A medida foi concedida em ação apresentada pela coligação Força Amazonas, formada por Republicanos, MDB, PSD e Federação Brasil, contra o Estado do Amazonas, o governador e candidato à reeleição Roberto Cidade, o vice-governador e candidato a vice Serafim Corrêa, além da Aadesam e de dirigentes estaduais.

O caso envolve o Ofício nº 1650/2026-GSEAS, assinado em 19 de agosto pela secretária de Estado da Assistência Social e Combate à Fome, Ana Beatriz Lobo Moutinho Breval. O documento determinou a relotação dos funcionários que atuavam em Manaus para localidades do interior.

A ordem previa que as comunicações aos servidores fossem feitas até 20 de agosto, um dia após a emissão do ofício, e que eles se apresentassem nos novos locais de trabalho em 27 de agosto.
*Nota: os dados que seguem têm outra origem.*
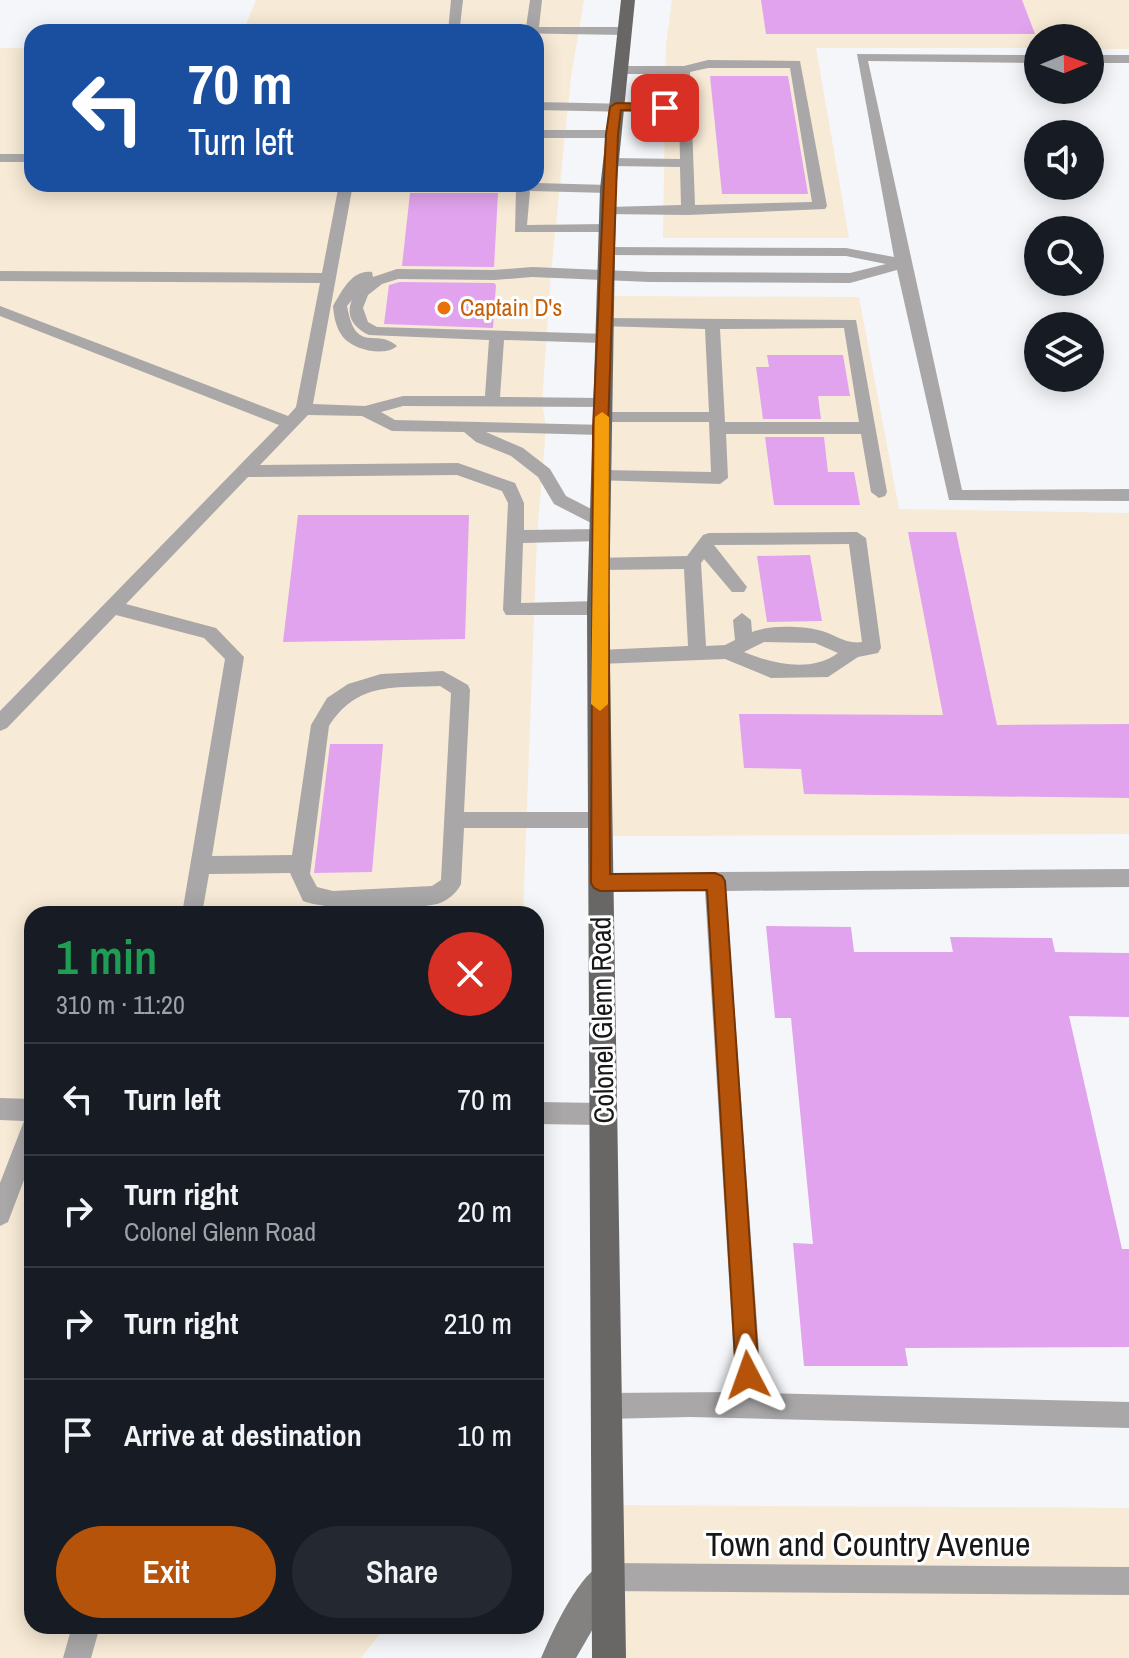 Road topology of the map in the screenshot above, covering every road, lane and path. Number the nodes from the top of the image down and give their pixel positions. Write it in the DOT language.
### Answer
graph roads {
  1 [pos="457,0"];
  2 [pos="536,0"];
  3 [pos="628,0"];
  4 [pos="454,24"];
  5 [pos="533,24"];
  6 [pos="544,30"];
  7 [pos="625,31"];
  8 [pos="1024,59"];
  9 [pos="1104,59"];
  10 [pos="1129,59"];
  11 [pos="620,70"];
  12 [pos="684,70"];
  13 [pos="544,106"];
  14 [pos="616,107"];
  15 [pos="685,109"];
  16 [pos="544,134"];
  17 [pos="612,134"];
  18 [pos="0,158"];
  19 [pos="24,158"];
  20 [pos="610,162"];
  21 [pos="686,163"];
  22 [pos="345,192"];
  23 [pos="521,192"];
  24 [pos="532,192"];
  25 [pos="688,211"];
  26 [pos="607,231"];
  27 [pos="903,264"];
  28 [pos="0,276"];
  29 [pos="329,278"];
  30 [pos="0,311"];
  31 [pos="712,324"];
  32 [pos="603,331"];
  33 [pos="496,340"];
  34 [pos="492,402"];
  35 [pos="304,409"];
  36 [pos="365,411"];
  37 [pos="602,416"];
  38 [pos="716,422"];
  39 [pos="291,423"];
  40 [pos="469,427"];
  41 [pos="868,428"];
  42 [pos="243,471"];
  43 [pos="601,476"];
  44 [pos="879,492"];
  45 [pos="1129,495"];
  46 [pos="601,528"];
  47 [pos="515,537"];
  48 [pos="698,554"];
  49 [pos="600,563"];
  50 [pos="738,587"];
  51 [pos="112,607"];
  52 [pos="598,608"];
  53 [pos="742,620"];
  54 [pos="735,648"];
  55 [pos="853,651"];
  56 [pos="697,653"];
  57 [pos="599,657"];
  58 [pos="0,723"];
  59 [pos="454,820"];
  60 [pos="601,820"];
  61 [pos="301,864"];
  62 [pos="200,865"];
  63 [pos="1129,878"];
  64 [pos="715,881"];
  65 [pos="600,883"];
  66 [pos="193,906"];
  67 [pos="0,1109"];
  68 [pos="24,1110"];
  69 [pos="544,1113"];
  70 [pos="603,1114"];
  71 [pos="24,1150"];
  72 [pos="0,1214"];
  73 [pos="604,1406"];
  74 [pos="750,1406"];
  75 [pos="1129,1415"];
  76 [pos="607,1577"];
  77 [pos="1129,1581"];
  78 [pos="84,1634"];
  79 [pos="77,1658"];
  80 [pos="558,1658"];
  81 [pos="609,1658"];
  1 -- 4 [label="lane"];
  2 -- 5 [label="lane"];
  3 -- 7 [label="main road, Colonel Glenn Road"];
  6 -- 7 [label="lane"];
  7 -- 11 [label="main road, Colonel Glenn Road"];
  8 -- 27 [label="lane"];
  9 -- 10 [label="lane"];
  11 -- 12 [label="lane"];
  11 -- 14 [label="main road, Colonel Glenn Road"];
  12 -- 15 [label="lane"];
  12 -- 25 [label="lane"];
  13 -- 14 [label="lane"];
  14 -- 15 [label="lane"];
  14 -- 17 [label="main road, Colonel Glenn Road"];
  15 -- 21 [label="lane"];
  16 -- 17 [label="lane"];
  17 -- 20 [label="main road, Colonel Glenn Road"];
  18 -- 19 [label="lane"];
  20 -- 21 [label="lane"];
  20 -- 26 [label="main road, Colonel Glenn Road"];
  21 -- 25 [label="lane"];
  22 -- 29 [label="lane"];
  23 -- 26 [label="lane"];
  24 -- 26 [label="lane"];
  25 -- 26 [label="lane"];
  26 -- 27 [label="lane"];
  26 -- 27 [label="lane"];
  26 -- 32 [label="main road, Colonel Glenn Road"];
  26 -- 33 [label="lane"];
  27 -- 45 [label="lane"];
  28 -- 29 [label="lane"];
  29 -- 35 [label="lane"];
  30 -- 39 [label="lane"];
  31 -- 32 [label="lane"];
  31 -- 38 [label="lane"];
  31 -- 41 [label="lane"];
  32 -- 33 [label="lane"];
  32 -- 37 [label="main road, Colonel Glenn Road"];
  33 -- 34 [label="lane"];
  34 -- 36 [label="lane"];
  34 -- 37 [label="lane"];
  35 -- 36 [label="lane"];
  35 -- 39 [label="lane"];
  36 -- 40 [label="lane"];
  37 -- 38 [label="lane"];
  37 -- 40 [label="lane"];
  37 -- 43 [label="main road, Colonel Glenn Road"];
  38 -- 41 [label="lane"];
  38 -- 43 [label="lane"];
  39 -- 42 [label="lane"];
  40 -- 46 [label="lane"];
  41 -- 44 [label="lane"];
  42 -- 47 [label="lane"];
  42 -- 51 [label="lane"];
  43 -- 46 [label="main road, Colonel Glenn Road"];
  46 -- 47 [label="lane"];
  46 -- 49 [label="main road, Colonel Glenn Road"];
  47 -- 52 [label="lane"];
  48 -- 49 [label="lane"];
  48 -- 50 [label="lane"];
  48 -- 55 [label="lane"];
  48 -- 56 [label="lane"];
  49 -- 52 [label="main road, Colonel Glenn Road"];
  51 -- 58 [label="lane"];
  51 -- 62 [label="lane"];
  52 -- 57 [label="main road, Colonel Glenn Road"];
  53 -- 54 [label="lane"];
  54 -- 55 [label="lane"];
  54 -- 55 [label="lane"];
  54 -- 56 [label="lane"];
  56 -- 57 [label="lane"];
  57 -- 60 [label="main road, Colonel Glenn Road"];
  59 -- 60 [label="lane"];
  59 -- 61 [label="lane"];
  59 -- 61 [label="lane"];
  60 -- 65 [label="main road, Colonel Glenn Road"];
  61 -- 62 [label="lane"];
  62 -- 66 [label="lane"];
  63 -- 64 [label="lane"];
  64 -- 65 [label="lane"];
  64 -- 74 [label="lane"];
  65 -- 70 [label="main road, Colonel Glenn Road"];
  67 -- 68 [label="lane"];
  69 -- 70 [label="lane"];
  70 -- 73 [label="main road, Colonel Glenn Road"];
  71 -- 72 [label="lane"];
  73 -- 74 [label="lane"];
  73 -- 76 [label="main road, Colonel Glenn Road"];
  74 -- 75 [label="lane"];
  76 -- 77 [label="lane, Town and Country Avenue"];
  76 -- 80 [label="main road"];
  76 -- 81 [label="main road, Colonel Glenn Road"];
  78 -- 79 [label="lane"];
} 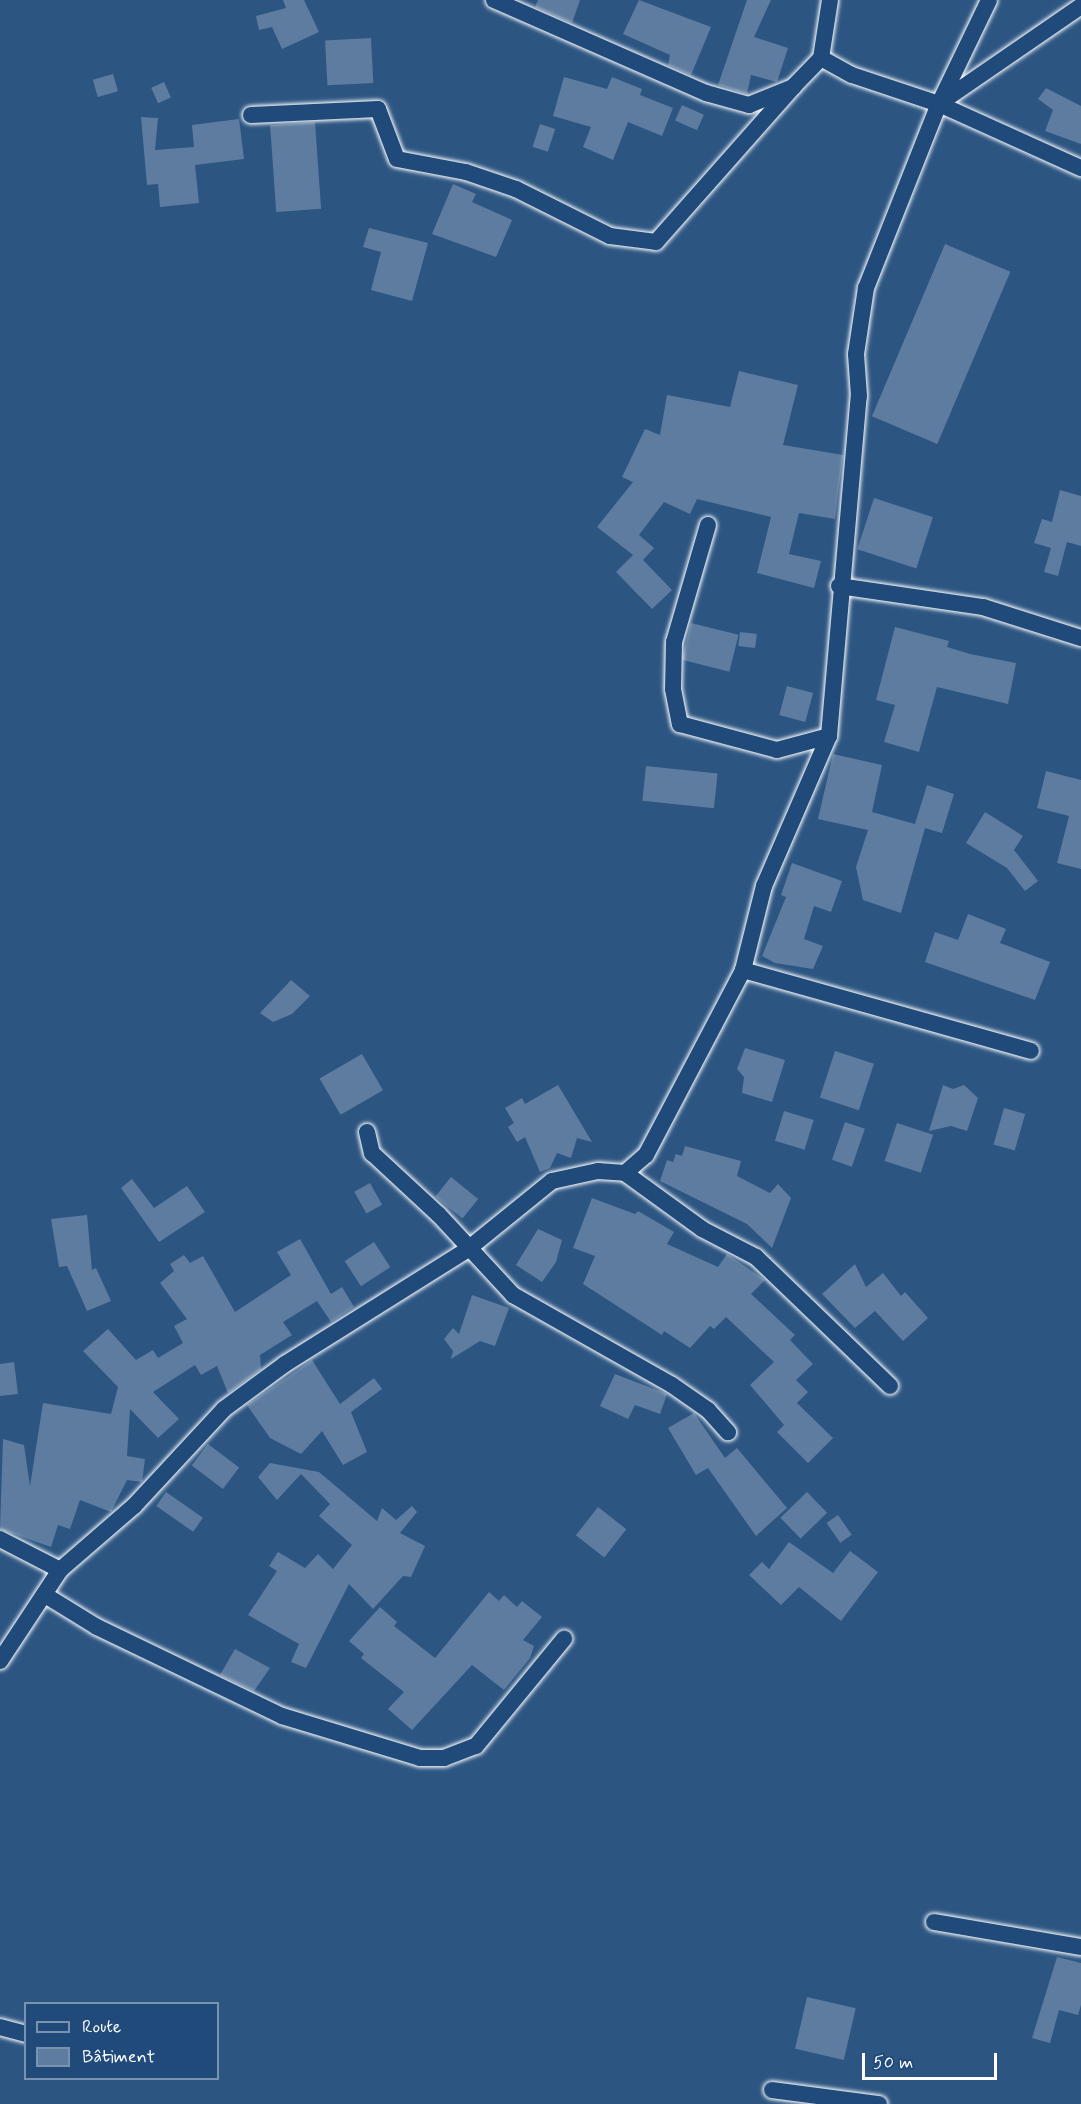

Entre os profissionais atingidos pela medida estavam contadores, analistas de tecnologia da informação, assessores, gerente e coordenadora.

Transferências durante eleição

Na ação, a coligação questionou a falta de justificativa técnica individual para cada transferência. O governo teria apontado como motivos a melhoria das atividades, a adequação dos planos de trabalho e a redução de despesas com diárias e passagens em razão de um decreto estadual de contingência.

Os autores, porém, sustentaram que não foram demonstradas necessidades específicas para a presença dos funcionários nos municípios de destino e levantaram suspeitas sobre a rapidez com que as mudanças seriam realizadas.

A coligação alegou que as transferências poderiam ter finalidade eleitoral, seja para posicionar servidores em municípios considerados estratégicos para a campanha de Roberto Cidade, seja como forma de pressão sobre funcionários. Essas possibilidades são alegações apresentadas na ação e ainda não foram confirmadas pela Justiça.

Justiça vê possível conduta vedada

Ao conceder a liminar, a desembargadora Nélia Caminha Jorge entendeu que havia elementos suficientes, nessa fase inicial, para interromper as transferências.

A magistrada citou o artigo 73 da Lei das Eleições, que estabelece restrições à remoção e transferência de servidores públicos nos três meses anteriores ao pleito até a posse dos eleitos.

“De início, vislumbra-se a prática da conduta vedada”, afirmou a relatora.

Segundo a decisão, também não havia, naquele momento, indicação de que as mudanças se enquadrassem nas exceções previstas pela legislação.

A desembargadora considerou ainda a rapidez estabelecida para os deslocamentos e afirmou que a medida judicial era necessária diante do risco de “perecimento da prova, ou contaminação do pleito”.

Aadesam já era alvo de outra ação

A nova decisão ocorre em meio a outro questionamento eleitoral envolvendo a Aadesam. O próprio documento cita uma liminar concedida pela Corregedoria Regional Eleitoral, também em 19 de agosto, em processo relacionado a demissões de funcionários da agência durante o período eleitoral.

Na ação anterior, foram apontados indícios de que as demissões poderiam ter como finalidade abrir vagas para pessoas politicamente vinculadas ao então pré-candidato, com possível atuação como cabos eleitorais. O caso segue em apuração e não há conclusão definitiva sobre eventual responsabilidade dos envolvidos.

Com a nova decisão, ficam suspensos os efeitos do ato que determinou a relotação dos 19 servidores. A medida é cautelar e não representa julgamento definitivo do processo.